▶ **ABOUT THIS TASK**
Nothing but the line holding "Extract the road" and the lines after it, through the end of the records, should be set down, each exactly as it is.

▶ **RECORD SET**
+++
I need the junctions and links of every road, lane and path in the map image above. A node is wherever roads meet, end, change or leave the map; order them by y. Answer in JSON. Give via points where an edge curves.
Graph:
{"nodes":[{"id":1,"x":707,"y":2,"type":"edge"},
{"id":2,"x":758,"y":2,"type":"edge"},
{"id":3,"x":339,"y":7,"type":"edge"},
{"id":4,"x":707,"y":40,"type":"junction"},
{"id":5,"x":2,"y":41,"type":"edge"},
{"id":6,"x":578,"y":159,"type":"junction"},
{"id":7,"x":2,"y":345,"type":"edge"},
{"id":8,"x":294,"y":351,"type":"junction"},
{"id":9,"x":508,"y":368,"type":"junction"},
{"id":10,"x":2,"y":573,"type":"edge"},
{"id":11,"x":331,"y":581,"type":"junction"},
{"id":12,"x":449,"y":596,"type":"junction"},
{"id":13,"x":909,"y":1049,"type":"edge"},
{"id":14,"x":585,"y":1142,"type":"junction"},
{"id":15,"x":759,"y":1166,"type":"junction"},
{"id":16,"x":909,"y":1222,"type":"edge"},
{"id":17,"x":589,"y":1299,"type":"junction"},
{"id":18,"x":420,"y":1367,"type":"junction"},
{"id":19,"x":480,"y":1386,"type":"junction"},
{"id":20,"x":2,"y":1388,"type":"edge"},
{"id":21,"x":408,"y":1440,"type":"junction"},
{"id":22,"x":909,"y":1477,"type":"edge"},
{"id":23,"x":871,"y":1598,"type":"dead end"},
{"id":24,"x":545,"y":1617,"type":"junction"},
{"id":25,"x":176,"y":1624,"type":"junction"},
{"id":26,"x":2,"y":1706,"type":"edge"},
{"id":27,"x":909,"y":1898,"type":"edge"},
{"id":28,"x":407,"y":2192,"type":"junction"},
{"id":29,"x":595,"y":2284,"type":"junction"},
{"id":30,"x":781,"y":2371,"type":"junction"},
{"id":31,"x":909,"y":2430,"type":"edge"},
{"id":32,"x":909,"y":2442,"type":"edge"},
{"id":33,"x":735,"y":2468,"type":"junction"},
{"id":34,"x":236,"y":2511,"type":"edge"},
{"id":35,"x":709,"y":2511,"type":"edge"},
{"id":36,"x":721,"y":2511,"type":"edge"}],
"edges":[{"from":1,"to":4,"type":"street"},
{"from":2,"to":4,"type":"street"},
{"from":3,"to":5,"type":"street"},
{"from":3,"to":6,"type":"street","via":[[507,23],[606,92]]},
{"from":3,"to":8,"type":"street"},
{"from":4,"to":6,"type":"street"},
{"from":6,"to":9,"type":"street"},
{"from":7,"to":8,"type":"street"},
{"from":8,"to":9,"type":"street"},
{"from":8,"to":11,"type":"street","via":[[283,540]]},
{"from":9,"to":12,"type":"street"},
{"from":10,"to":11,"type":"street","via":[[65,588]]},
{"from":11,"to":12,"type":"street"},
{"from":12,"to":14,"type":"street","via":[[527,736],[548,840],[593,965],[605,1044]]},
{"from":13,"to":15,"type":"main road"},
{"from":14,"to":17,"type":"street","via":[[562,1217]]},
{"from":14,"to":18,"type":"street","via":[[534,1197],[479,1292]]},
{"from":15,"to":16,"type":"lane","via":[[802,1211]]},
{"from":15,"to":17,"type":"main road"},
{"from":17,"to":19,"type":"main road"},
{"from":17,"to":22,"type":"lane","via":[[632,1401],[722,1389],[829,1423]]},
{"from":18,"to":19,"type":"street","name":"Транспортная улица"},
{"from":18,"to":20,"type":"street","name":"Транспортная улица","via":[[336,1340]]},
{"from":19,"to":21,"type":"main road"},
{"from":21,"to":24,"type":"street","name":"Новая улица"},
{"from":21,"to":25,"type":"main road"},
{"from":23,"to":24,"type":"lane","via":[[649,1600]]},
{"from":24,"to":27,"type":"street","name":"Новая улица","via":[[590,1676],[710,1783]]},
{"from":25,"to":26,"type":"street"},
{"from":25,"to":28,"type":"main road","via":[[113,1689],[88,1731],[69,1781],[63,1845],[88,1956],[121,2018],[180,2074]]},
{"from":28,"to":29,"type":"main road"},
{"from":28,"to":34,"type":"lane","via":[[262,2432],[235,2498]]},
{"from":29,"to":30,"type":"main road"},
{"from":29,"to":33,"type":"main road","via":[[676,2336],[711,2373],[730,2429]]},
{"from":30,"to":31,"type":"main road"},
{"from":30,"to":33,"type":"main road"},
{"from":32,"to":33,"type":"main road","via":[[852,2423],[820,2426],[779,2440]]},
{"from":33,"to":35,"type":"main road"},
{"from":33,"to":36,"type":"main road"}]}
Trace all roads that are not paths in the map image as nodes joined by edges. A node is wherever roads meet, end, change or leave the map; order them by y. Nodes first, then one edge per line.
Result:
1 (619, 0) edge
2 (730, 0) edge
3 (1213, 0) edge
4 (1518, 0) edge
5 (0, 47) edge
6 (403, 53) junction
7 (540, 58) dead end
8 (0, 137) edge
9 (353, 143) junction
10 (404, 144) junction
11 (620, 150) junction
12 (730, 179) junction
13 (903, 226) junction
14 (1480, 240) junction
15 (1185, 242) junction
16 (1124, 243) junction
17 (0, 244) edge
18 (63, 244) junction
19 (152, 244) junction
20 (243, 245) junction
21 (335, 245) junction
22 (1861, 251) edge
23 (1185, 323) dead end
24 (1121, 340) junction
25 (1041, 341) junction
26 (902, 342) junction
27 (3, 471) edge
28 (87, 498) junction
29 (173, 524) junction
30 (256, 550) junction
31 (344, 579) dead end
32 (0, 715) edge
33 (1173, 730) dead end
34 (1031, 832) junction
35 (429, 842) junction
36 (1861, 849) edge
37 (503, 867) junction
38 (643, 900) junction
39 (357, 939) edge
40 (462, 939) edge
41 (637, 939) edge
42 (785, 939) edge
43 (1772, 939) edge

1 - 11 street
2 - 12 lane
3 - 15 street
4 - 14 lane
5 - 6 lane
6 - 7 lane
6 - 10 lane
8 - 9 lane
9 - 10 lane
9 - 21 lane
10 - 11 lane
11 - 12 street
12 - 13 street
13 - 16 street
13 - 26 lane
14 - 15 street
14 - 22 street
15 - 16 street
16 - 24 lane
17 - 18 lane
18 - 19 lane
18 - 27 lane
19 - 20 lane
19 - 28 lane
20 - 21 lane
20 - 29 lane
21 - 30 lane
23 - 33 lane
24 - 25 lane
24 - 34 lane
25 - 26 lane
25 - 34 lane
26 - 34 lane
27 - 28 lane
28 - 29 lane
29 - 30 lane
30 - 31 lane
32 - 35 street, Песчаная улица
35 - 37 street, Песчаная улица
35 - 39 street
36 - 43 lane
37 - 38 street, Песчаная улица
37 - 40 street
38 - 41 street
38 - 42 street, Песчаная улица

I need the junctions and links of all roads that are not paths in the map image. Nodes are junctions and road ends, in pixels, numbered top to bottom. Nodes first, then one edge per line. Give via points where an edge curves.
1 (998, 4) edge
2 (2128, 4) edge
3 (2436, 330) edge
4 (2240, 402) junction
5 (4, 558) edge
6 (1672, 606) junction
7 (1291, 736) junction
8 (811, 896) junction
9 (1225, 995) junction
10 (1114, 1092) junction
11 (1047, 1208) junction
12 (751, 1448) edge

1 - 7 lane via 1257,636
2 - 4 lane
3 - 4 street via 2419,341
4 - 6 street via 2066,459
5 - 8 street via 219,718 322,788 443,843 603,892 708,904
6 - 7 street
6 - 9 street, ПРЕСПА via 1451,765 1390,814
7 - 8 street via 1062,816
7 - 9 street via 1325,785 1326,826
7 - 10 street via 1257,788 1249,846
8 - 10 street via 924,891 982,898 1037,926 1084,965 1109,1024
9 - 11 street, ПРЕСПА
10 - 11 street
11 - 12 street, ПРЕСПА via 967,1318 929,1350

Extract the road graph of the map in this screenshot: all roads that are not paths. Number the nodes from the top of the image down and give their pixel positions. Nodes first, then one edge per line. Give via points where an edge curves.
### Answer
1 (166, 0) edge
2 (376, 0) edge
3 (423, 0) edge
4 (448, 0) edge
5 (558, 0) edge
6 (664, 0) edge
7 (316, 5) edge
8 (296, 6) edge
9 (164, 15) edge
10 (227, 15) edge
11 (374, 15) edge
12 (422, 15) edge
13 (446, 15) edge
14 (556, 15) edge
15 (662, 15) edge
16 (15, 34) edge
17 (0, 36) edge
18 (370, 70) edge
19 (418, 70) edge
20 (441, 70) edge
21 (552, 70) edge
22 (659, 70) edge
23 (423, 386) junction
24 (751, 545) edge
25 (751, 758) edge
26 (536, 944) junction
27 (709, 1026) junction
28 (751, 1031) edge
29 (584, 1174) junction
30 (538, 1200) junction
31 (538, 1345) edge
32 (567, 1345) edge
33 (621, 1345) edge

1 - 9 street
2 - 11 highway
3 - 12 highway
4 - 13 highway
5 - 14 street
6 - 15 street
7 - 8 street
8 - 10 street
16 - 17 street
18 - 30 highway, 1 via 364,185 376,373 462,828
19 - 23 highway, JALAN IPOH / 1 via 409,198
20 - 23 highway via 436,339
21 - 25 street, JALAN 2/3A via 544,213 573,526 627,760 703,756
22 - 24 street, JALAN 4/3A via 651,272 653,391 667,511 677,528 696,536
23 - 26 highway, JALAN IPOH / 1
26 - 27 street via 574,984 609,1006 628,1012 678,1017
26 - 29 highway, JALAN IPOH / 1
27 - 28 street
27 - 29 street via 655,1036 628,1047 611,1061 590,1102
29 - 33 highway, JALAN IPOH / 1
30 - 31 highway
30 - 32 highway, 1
+++
▶ **RESPONSE TO THE TASK**
Extract the road graph of the map in this screenshot: all roads that are not paths. Number the nodes from the top of the image down and give their pixel positions. Nodes first, then one edge per line. Give via points where an edge curves.
### Answer
1 (166, 0) edge
2 (376, 0) edge
3 (423, 0) edge
4 (448, 0) edge
5 (558, 0) edge
6 (664, 0) edge
7 (316, 5) edge
8 (296, 6) edge
9 (164, 15) edge
10 (227, 15) edge
11 (374, 15) edge
12 (422, 15) edge
13 (446, 15) edge
14 (556, 15) edge
15 (662, 15) edge
16 (15, 34) edge
17 (0, 36) edge
18 (370, 70) edge
19 (418, 70) edge
20 (441, 70) edge
21 (552, 70) edge
22 (659, 70) edge
23 (423, 386) junction
24 (751, 545) edge
25 (751, 758) edge
26 (536, 944) junction
27 (709, 1026) junction
28 (751, 1031) edge
29 (584, 1174) junction
30 (538, 1200) junction
31 (538, 1345) edge
32 (567, 1345) edge
33 (621, 1345) edge

1 - 9 street
2 - 11 highway
3 - 12 highway
4 - 13 highway
5 - 14 street
6 - 15 street
7 - 8 street
8 - 10 street
16 - 17 street
18 - 30 highway, 1 via 364,185 376,373 462,828
19 - 23 highway, JALAN IPOH / 1 via 409,198
20 - 23 highway via 436,339
21 - 25 street, JALAN 2/3A via 544,213 573,526 627,760 703,756
22 - 24 street, JALAN 4/3A via 651,272 653,391 667,511 677,528 696,536
23 - 26 highway, JALAN IPOH / 1
26 - 27 street via 574,984 609,1006 628,1012 678,1017
26 - 29 highway, JALAN IPOH / 1
27 - 28 street
27 - 29 street via 655,1036 628,1047 611,1061 590,1102
29 - 33 highway, JALAN IPOH / 1
30 - 31 highway
30 - 32 highway, 1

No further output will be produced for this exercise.